TiKV Coprocessor Enforcement

TiKV reads max_keys_read from the coprocessor::Request and enforces it within the BatchExecutorsRunner — the component that drives the scan loop and collects results. This follows the same pattern as paging enforcement where the runner checks accumulated keys against a threshold after each next_batch() call.

Implementation approach

The enforcement point is in BatchExecutorsRunner::handle_request() (runner.rs:733-843), which already has a loop that accumulates record_all and checks paging_size. The max_keys_read check is added to the same loop:

rust
// In handle_request(), existing paging stop condition at line 790:
if drained.stop()
    || self.paging_size.is_some_and(|p| record_all >= p as usize)
    || self.max_keys_read.is_some_and(|m| record_all >= m as usize)  // NEW
{
    // return partial result...
}

When the limit is reached, TiKV returns a partial result (not an error). TiDB makes the final determination and raises the error. This separation ensures backward compatibility — old TiDB versions that don't understand the limit simply receive fewer rows.

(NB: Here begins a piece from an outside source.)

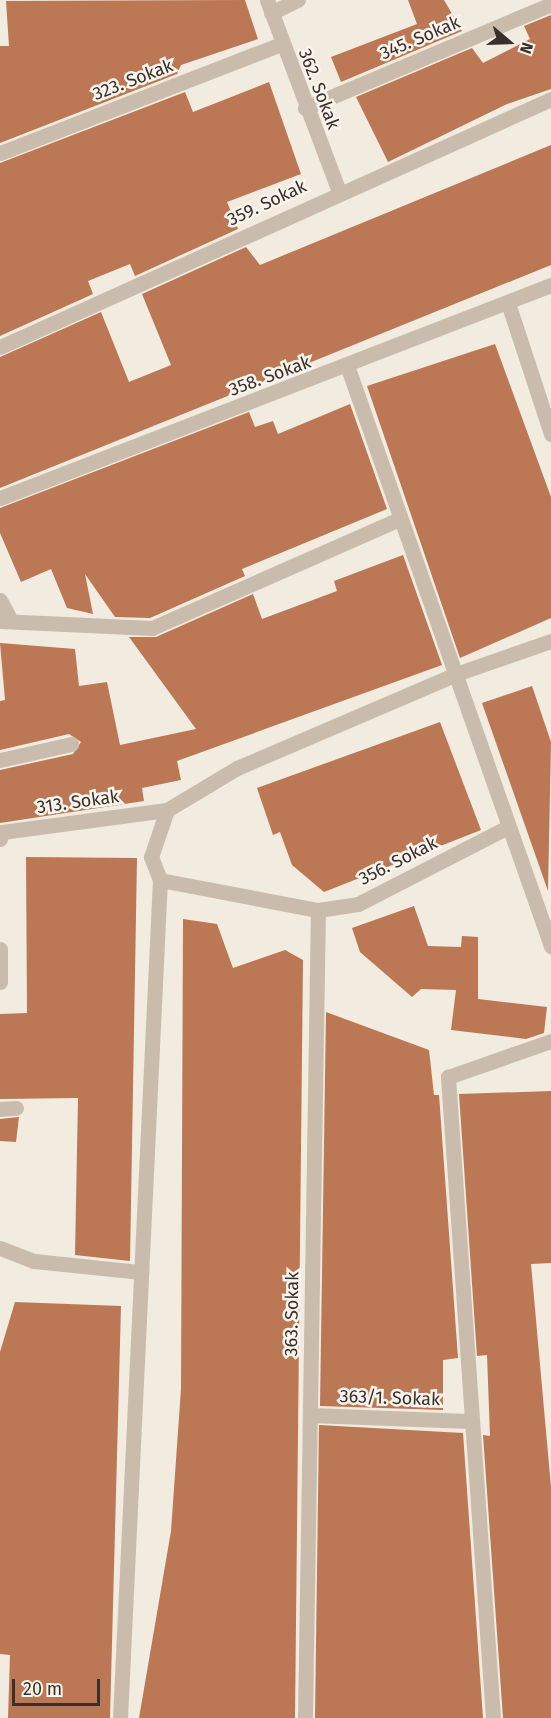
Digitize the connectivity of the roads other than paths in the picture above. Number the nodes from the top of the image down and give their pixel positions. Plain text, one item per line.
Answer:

The TiKV-side enforcement leverages the existing scanned_rows_per_range: Vec<usize> counter in RangesScanner (scanner.rs:29-50) for precise tracking. The BatchExecutorsRunner already tracks record_all which counts rows returned by the outermost executor per batch iteration. For max_keys_read, we use the cumulative scanned keys from the scan executor, which accounts for keys examined before filtering.

Error Handling

The error uses SQLSTATE HY000 (general error), consistent with max_execution_time behavior and MariaDB's LIMIT ROWS EXAMINED which also returns a warning/error on limit breach.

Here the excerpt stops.